NEW_CUDA_HOME="$CUDA_HOME-$NEW_CUDA_VERSION"
if [ ! -d $NEW_CUDA_HOME ]; then
echo "Cuda $NEW_CUDA_VERSION doesn't exist at $NEW_CUDA_HOME."
return 1
fi
PARENT_BASE_DIR=$(dirname $CUDA_HOME)
if [ ! -w "$PARENT_BASE_DIR" ]; then
sudo rm -f $CUDA_HOME
sudo ln -s $NEW_CUDA_HOME $CUDA_HOME
else
rm -f $CUDA_HOME
ln -s $NEW_CUDA_HOME $CUDA_HOME
fi
echo "Default Cuda version is now $NEW_CUDA_VERSION at $NEW_CUDA_HOME"
}
cuda.install() {
cuda.install.cuda $1
cuda.install.cudnn $2
cuda.install.nccl $3
}
cuda.install.cuda() {
CUDA_VERSION="$1"
if [ -z "$CUDA_VERSION" ]; then
echo "Please specify a Cuda version."
echo "Usage: cuda.install.cuda CUDA_VERSION"
echo "Example: cuda.install.cuda 10.0"
echo "Cuda version available: 9.0, 9.1, 9.2, 10.0, 9.2."
return 1
fi
if ! is_cuda_home_set; then
return 1
fi
if ! is_cuda_home_symbolic_link; then
return 1
fi
CUDA_PATH="$CUDA_HOME-$CUDA_VERSION"
if [ -d $CUDA_PATH ]; then
echo "$CUDA_PATH exists. Please remove the previous Cuda folder first."
return 1
fi
# Setup Cuda URL
if [ "$CUDA_VERSION" = "9.0" ]; then
CUDA_URL="https://developer.nvidia.com/compute/cuda/9.0/Prod/local_installers/cuda_9.0.176_384.81_linux-run"
elif [ "$CUDA_VERSION" = "9.1" ]; then
CUDA_URL="https://developer.nvidia.com/compute/cuda/9.1/Prod/local_installers/cuda_9.1.85_387.26_linux"
elif [ "$CUDA_VERSION" = "9.2" ]; then
CUDA_URL="https://developer.nvidia.com/compute/cuda/9.2/Prod/local_installers/cuda_9.2.88_396.26_linux"
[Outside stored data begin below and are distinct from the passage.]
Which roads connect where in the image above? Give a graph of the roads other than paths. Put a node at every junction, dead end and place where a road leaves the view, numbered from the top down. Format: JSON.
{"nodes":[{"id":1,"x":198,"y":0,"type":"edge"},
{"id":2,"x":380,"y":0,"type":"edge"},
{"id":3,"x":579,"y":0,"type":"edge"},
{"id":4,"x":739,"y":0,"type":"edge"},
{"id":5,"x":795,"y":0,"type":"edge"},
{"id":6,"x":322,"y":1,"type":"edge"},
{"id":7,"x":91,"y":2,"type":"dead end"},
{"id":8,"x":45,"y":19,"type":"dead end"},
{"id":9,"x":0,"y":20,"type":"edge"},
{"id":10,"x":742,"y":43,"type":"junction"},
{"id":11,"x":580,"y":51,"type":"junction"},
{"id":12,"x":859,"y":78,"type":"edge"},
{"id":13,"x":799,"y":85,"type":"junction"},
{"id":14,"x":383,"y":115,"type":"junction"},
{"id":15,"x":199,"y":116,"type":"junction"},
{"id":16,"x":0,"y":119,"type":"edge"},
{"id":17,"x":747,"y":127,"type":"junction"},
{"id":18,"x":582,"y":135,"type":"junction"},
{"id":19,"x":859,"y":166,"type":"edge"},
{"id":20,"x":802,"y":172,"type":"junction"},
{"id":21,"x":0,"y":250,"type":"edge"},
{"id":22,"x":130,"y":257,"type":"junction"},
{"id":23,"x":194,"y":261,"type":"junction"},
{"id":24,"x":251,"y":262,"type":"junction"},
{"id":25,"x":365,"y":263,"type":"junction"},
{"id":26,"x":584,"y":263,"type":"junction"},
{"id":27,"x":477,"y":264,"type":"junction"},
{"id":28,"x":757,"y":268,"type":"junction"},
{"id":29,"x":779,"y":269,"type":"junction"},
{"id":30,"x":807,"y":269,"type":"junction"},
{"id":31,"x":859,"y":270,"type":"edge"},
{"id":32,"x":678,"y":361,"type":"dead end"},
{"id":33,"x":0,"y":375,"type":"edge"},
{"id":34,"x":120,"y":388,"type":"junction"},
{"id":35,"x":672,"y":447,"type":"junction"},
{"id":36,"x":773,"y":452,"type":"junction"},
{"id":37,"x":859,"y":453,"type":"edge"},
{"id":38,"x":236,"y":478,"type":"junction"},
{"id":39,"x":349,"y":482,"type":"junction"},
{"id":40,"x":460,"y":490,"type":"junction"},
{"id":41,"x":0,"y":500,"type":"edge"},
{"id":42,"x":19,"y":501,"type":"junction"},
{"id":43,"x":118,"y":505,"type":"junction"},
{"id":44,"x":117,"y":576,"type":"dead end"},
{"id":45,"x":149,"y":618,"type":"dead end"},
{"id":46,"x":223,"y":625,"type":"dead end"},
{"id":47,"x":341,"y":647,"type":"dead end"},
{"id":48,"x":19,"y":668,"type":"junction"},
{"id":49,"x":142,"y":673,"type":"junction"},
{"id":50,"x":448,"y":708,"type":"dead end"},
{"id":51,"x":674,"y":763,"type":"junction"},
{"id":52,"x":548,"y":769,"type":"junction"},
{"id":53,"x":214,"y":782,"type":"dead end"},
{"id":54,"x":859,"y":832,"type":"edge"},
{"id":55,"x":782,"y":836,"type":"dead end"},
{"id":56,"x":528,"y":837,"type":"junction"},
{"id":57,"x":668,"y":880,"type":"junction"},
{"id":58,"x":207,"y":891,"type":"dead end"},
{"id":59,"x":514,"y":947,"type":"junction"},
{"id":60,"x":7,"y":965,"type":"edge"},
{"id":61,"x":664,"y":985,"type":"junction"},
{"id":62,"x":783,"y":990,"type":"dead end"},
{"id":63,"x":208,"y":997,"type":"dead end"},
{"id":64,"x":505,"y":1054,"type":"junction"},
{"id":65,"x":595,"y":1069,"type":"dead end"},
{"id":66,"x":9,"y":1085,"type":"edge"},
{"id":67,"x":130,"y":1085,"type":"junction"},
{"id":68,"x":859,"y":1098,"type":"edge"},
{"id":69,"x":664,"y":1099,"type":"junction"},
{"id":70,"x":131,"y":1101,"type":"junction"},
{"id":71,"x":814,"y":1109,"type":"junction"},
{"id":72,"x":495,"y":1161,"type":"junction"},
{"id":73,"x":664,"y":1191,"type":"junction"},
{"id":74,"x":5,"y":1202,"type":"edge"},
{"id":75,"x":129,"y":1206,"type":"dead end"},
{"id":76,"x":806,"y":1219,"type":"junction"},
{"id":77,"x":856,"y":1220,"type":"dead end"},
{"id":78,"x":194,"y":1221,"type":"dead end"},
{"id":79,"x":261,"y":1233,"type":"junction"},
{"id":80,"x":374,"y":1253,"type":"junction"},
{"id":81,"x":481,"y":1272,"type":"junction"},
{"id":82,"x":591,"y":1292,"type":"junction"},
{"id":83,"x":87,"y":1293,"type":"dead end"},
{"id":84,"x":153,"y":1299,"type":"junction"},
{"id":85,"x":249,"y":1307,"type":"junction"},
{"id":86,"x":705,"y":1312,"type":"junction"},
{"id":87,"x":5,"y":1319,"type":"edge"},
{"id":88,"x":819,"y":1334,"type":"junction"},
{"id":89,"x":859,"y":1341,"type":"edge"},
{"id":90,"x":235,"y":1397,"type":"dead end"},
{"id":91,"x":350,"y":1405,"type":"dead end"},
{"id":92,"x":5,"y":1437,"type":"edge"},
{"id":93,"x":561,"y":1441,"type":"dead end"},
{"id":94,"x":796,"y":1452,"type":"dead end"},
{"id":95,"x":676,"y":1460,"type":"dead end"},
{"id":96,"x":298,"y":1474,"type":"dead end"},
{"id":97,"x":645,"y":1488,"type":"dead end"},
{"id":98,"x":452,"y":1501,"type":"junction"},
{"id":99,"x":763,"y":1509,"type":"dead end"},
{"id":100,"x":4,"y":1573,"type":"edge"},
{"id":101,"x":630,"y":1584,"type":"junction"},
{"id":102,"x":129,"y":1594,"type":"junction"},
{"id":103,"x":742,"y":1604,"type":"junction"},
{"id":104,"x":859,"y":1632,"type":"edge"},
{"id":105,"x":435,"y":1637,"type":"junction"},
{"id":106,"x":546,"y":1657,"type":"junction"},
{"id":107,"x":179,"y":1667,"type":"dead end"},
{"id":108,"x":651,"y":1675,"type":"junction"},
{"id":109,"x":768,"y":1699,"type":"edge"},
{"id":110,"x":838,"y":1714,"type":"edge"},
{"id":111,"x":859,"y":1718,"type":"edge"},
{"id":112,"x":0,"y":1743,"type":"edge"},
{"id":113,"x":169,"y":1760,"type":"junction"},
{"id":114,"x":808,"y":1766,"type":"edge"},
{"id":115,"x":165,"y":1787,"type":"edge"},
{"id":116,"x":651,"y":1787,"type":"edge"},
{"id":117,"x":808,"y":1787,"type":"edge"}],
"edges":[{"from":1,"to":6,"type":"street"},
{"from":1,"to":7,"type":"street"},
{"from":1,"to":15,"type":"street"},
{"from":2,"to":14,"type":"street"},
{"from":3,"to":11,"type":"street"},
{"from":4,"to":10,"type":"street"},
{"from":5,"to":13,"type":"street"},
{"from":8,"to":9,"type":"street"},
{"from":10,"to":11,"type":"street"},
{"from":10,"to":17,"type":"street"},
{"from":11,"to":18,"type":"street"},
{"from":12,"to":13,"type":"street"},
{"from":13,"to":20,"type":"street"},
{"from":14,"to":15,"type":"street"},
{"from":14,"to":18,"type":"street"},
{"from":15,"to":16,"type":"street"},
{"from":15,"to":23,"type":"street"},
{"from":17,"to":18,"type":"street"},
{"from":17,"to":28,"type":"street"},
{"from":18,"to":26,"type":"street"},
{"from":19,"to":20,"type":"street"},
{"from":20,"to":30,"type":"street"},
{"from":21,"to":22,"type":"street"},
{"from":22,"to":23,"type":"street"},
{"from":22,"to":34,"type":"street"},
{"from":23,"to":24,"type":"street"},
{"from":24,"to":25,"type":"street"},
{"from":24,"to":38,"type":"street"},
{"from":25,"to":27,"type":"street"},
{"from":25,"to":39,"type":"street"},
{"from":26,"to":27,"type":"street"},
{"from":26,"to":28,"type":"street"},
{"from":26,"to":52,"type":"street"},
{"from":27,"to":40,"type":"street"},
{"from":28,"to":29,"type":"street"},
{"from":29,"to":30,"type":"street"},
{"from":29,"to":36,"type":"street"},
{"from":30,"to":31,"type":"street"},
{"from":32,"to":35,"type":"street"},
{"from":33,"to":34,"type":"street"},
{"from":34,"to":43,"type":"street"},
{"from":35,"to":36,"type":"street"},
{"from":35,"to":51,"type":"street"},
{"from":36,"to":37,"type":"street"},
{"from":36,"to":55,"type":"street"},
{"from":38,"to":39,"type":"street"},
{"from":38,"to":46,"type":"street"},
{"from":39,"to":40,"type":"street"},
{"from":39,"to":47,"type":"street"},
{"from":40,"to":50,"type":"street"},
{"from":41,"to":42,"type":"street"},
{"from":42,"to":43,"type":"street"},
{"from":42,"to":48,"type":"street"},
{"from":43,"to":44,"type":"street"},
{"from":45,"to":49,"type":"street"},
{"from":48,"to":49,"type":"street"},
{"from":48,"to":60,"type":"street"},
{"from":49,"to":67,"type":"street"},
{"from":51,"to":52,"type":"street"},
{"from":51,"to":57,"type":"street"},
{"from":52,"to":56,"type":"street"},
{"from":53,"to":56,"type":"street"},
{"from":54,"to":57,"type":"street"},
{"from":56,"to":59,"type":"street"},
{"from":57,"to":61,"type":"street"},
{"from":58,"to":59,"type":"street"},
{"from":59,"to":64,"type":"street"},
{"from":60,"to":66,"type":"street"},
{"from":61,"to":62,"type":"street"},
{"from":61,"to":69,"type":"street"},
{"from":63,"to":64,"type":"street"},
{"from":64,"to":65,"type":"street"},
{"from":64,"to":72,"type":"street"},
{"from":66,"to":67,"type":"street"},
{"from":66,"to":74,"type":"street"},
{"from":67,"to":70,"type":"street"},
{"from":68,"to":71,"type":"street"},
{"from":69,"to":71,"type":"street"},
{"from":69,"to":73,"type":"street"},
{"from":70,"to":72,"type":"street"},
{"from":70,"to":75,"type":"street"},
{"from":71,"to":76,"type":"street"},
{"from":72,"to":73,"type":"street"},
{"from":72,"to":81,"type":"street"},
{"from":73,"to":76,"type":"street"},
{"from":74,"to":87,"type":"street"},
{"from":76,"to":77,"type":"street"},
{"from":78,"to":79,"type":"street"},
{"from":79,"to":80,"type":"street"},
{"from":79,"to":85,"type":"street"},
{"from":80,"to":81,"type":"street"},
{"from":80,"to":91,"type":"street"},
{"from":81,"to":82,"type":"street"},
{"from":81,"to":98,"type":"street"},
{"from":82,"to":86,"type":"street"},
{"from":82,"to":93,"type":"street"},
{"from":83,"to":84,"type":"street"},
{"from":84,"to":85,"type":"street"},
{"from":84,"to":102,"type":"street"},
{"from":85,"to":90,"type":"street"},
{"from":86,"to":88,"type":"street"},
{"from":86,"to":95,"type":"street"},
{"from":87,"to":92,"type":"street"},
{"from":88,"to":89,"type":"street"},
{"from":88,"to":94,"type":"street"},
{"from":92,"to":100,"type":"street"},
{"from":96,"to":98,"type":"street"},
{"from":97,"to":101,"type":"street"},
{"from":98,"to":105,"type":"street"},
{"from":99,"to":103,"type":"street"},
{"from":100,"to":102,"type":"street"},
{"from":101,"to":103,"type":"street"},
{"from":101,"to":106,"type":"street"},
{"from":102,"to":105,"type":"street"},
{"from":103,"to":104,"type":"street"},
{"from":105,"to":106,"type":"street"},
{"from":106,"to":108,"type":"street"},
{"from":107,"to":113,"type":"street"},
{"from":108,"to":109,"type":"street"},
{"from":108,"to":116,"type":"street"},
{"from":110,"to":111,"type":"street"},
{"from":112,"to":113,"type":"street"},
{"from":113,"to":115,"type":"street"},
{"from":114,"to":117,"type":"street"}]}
elif [ "$CUDA_VERSION" = "10.0" ]; then
CUDA_URL="https://developer.nvidia.com/compute/cuda/10.0/Prod/local_installers/cuda_10.0.130_410.48_linux"
elif [ "$CUDA_VERSION" = "10.1" ]; then
CUDA_URL="https://developer.nvidia.com/compute/cuda/10.1/Prod/local_installers/cuda_10.1.105_418.39_linux.run"
else
echo "Error: You need to set CUDA_VERSION to 9.0, 9.1, 9.2, 10.0 or 10.1."
return 1
fi
CUDA_INSTALLER_PATH="/tmp/cuda.run"
echo "Download Cuda $CUDA_VERSION."
wget "$CUDA_URL" -O "$CUDA_INSTALLER_PATH"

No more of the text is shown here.